Il marqua une pause, ses mains crispées sur l'accoudoir.
— Il t’utilisera. Toi. Il fera de toi son bras droit, son pion. Il te mènera à Aetheris comme on mène un chien enragé à l’abattage, et tu fonceras tête baissée.
Il se redressa enfin, pivotant vers Kael, les yeux brillants d’une colère contenue.
— Il te laissera croire que tu as le contrôle. Mais tu deviendras son arme, celle qu’il brandira pour écraser les villages quand il le voudra. Et tu le feras. Parce que tu crois encore que tout ça t’appartient.
Eren entendit Kael serrer les dents.
— Impossible ! Je ne le laisserai jamais m’utiliser, lâcha-t-il d’un ton sec, presque animal.
Eren le fixa, sans hausser la voix.
— Il le fait déjà, dit-il simplement. Et avec moi aussi.
Un silence pesant s’étira, plus lourd encore qu’au début. Ce n’était pas une provocation. C’était un constat. Froid. Implacable.
Eren savait que son frère cherchait une réponse. Quelque chose pour se défendre.
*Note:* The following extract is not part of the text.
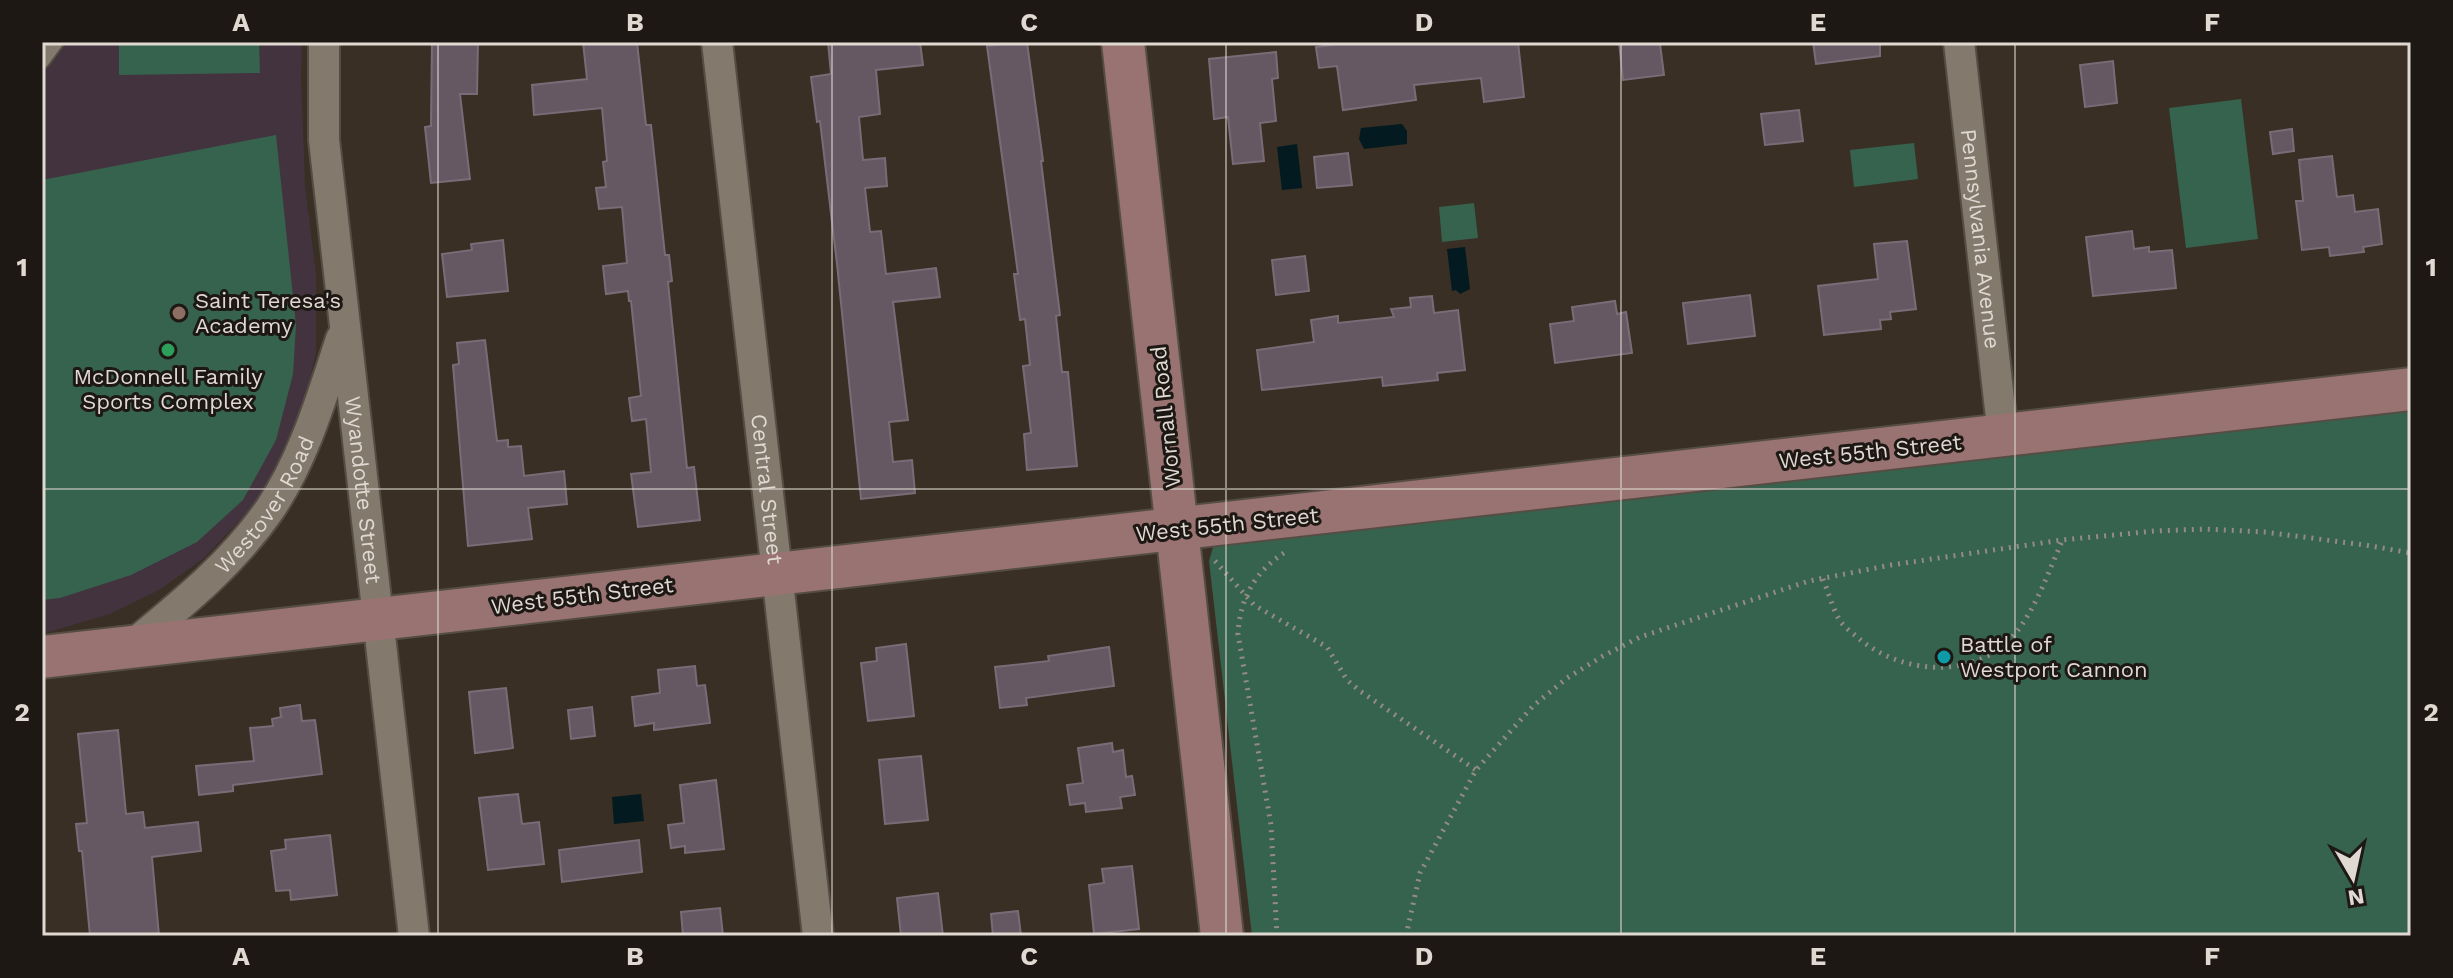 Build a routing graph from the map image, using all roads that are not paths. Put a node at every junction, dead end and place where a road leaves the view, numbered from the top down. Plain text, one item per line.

Pour ne pas laisser entrer le doute.
Il l’entendit finalement reprendre, plus acerbe cette fois :
— Et toi ? Tu penses qu’en retrouvant l’envoyée, elle te sautera dans les bras en pleurant « mon frère adoré, tu m’as tellement manqué, viens, on va faire le bien ensemble ! »
Il se leva d’un bond, la chaise raclant le sol dans un bruit sec.
— Ben NON ! cracha-t-il. Non, Eren ! Elle te tuerait sûrement, tu le sais très bien ! Parce qu’elle n’aura aucun souvenir de toi. Lien de sang ou pas !
Ses joues étaient rouges, son souffle court. La colère, cette fois, n’était plus contenue.
— Tu n’en sais rien ! lâcha Eren, plus fort qu’il ne l’aurait voulu.
Le silence qui suivit fut différent. Tranchant. Chargé de tout ce qu’ils ne disaient pas.
Il se leva à son tour, mais sans brutalité. Son regard était planté dans celui de Kael, dur, blessé, lucide.
— Tu ne sais rien d’elle, Kael. Et encore moins de ce qu’elle est capable de ressentir.
— Toi non plus, répondit Kael, plus bas. C’est ça que tu as du mal à comprendre.
Son ton avait chuté, comme si la colère, retombée, laissait place à quelque chose de plus brut. Plus honnête. Pas une attaque. Juste un fait.
Eren ne répondit pas tout de suite. Le silence, cette fois, n’était ni un allié, ni un refuge. Il pesait.
Kael baissa légèrement les yeux, puis ajouta simplement :
— Je t’ai prévenu.
Sans un mot de plus, il tourna les talons et se dirigea vers sa chambre, les pas lourds, mais déterminés.
Eren resta seul, debout dans la pièce désormais silencieuse.
Et si Kael avait raison ?
Il n’avait aucune certitude. Rien, sauf cette conviction tenace qu’il ne pouvait pas abandonner. Pas encore.